Republican anti-environmentalism that results from putting immediate economic interests above all else (also known as greed) is at least comprehensible, albeit repugnant. But the right-wing conservative tendency to abuse Jesus’ teaching and Christian tradition to justify a mad consumption of the earth’s resources — “we’re gonna be raptured out anyway” — how can that be forgiven?
In light of our being charged as stewards of God’s good creation [1], how are we to answer to overseeing its destruction?
If we “see dying coral reefs, melting ice caps and other environmental destruction not as an urgent call to action but as God’s will,” how is this fantasy ideology any less destructive than that of radical Islam?

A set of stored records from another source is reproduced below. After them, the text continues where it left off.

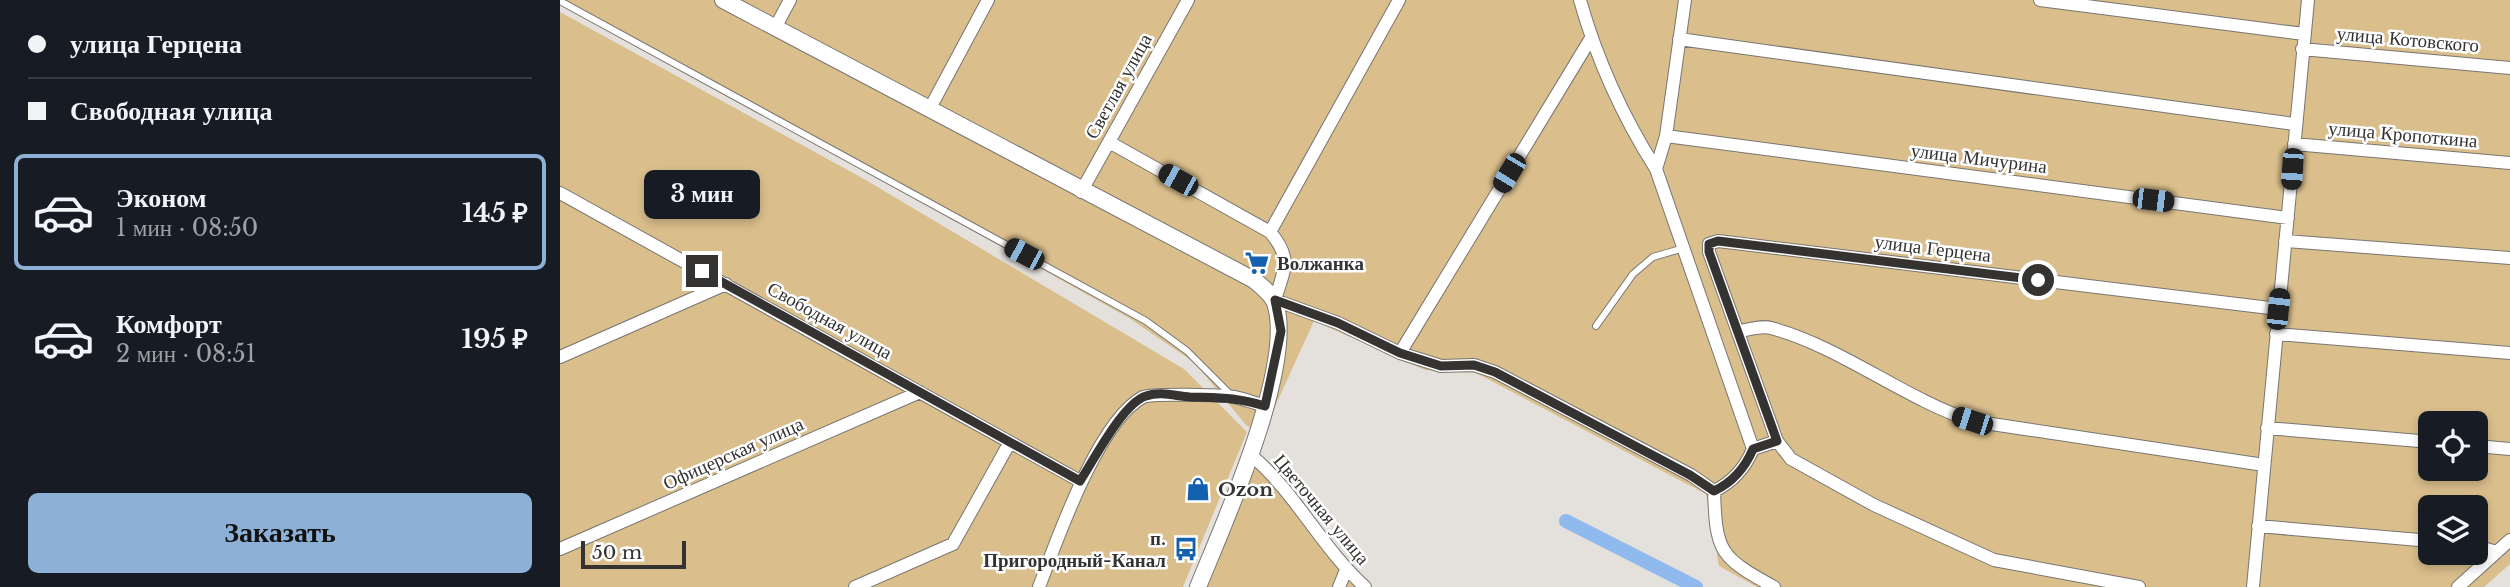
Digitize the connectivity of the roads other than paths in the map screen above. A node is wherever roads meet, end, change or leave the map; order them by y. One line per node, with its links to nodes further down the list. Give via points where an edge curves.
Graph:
1 (723, 0): 11 (street)
2 (790, 0): 11 (street)
3 (988, 0): 17 (street)
4 (1188, 0): 20 (street, Светлая улица)
5 (1399, 0): 27 (street)
6 (1580, 0): 13 (street)
7 (1685, 0): 14 (street)
8 (2040, 0): 12 (street)
9 (2308, 0): 12 (street)
10 (560, 1): 41 (lane, via 1146,321 1188,351)
11 (775, 28): 17 (street)
12 (2304, 34): 15 (street)
13 (1591, 38): 23 (street, via 1633,133); 37 (street)
14 (1679, 39): 18 (street); 19 (street)
15 (2302, 49): 16 (street, улица Котовского); 18 (street)
16 (2510, 68)
17 (929, 110): 24 (street)
18 (2294, 124): 21 (street)
19 (1666, 136): 23 (street); 26 (street, улица Мичурина)
20 (1109, 142): 24 (street, Светлая улица); 27 (street)
21 (2294, 144): 22 (street, улица Кропоткина); 26 (street)
22 (2510, 163)
23 (1656, 169): 29 (street)
24 (1081, 191): 32 (street, via 1254,280)
25 (560, 193): 31 (street, Свободная улица)
26 (2288, 218): 28 (street)
27 (1270, 232): 32 (street, via 1287,262)
28 (2285, 241): 30 (street); 33 (street)
29 (1684, 248): 34 (lane, via 1654,257 1633,274); 48 (street)
30 (2510, 258)
31 (726, 284): 39 (street); 40 (street, Свободная улица)
32 (1275, 300): 37 (street); 42 (street, via 1281,331)
33 (2278, 309): 35 (street, улица Герцена, via 1718,241 1709,244 1709,252); 36 (street)
34 (1596, 326)
35 (1739, 331): 44 (street); 51 (street, via 1769,327 1855,363 1941,411 1972,421)
36 (2276, 334): 38 (street); 43 (street)
37 (1400, 353): 53 (street, via 1441,366 1474,365 1495,372)
38 (2510, 353)
39 (560, 357)
40 (920, 392): 46 (street, Свободная улица); 57 (street, Офицерская улица)
41 (1233, 396): 42 (street); 52 (street, via 1144,396 1119,420)
42 (1265, 406): 50 (street)
43 (2267, 428): 45 (street); 51 (street)
44 (1777, 441): 48 (street); 67 (street, via 1791,459 1874,505 1994,560)
45 (2418, 441)
46 (1010, 442): 52 (street, Свободная улица); 61 (street, via 953,544)
47 (2488, 447): 49 (street)
48 (1753, 449): 53 (street, via 1747,464 1727,485)
49 (2510, 449)
50 (1251, 455): 60 (street, Цветочная улица, via 1274,475); 63 (street)
51 (2264, 465): 54 (street)
52 (1080, 481): 62 (street)
53 (1714, 491): 66 (street, via 1717,536 1723,552 1734,565)
54 (2258, 526): 55 (street); 68 (street)
55 (2418, 540)
56 (2510, 540): 59 (street)
57 (560, 549)
58 (2488, 549): 59 (street)
59 (2497, 552): 69 (street)
60 (1346, 570): 64 (street); 65 (street, Цветочная улица)
61 (855, 587)
62 (1038, 587)
63 (1198, 587)
64 (1339, 587)
65 (1364, 587)
66 (1774, 587)
67 (2139, 587)
68 (2253, 587)
69 (2458, 587)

In closing the article, Glenn tells the story of ancient Sumer, one of the world’s earliest civilizations, on whose ruins modern Iraq is built. Under Sumerian skill the desert bloomed and fed many, a “human-made paradise.” But the Sumerians paid little attention to the damage they were doing to their lands in pursuit of more, more, more; by their inattention and unconcern they “destroyed the natural basis of their wealth.” What was their Eden is now barren desert. Similarly, Glenn points out,
While able to wield the greatest war machine in history, [America seems] unable to squarely face the threat of climate change, to clean up deadly coal-burning power plants or nuclear waste that could contaminate the planet for millennia. We, like Sumer, seem ready to march off to war and ask for answers from the stars, while ignoring the sinking fortunes of our own fields and forests.
I am saddened to tears by this refusal to accept stewardship responsibility, this disdain for creation. The Jesus I know weeps, too.
[1] See Christians for Environmental Stewardship for a thoughtful list of scripture references.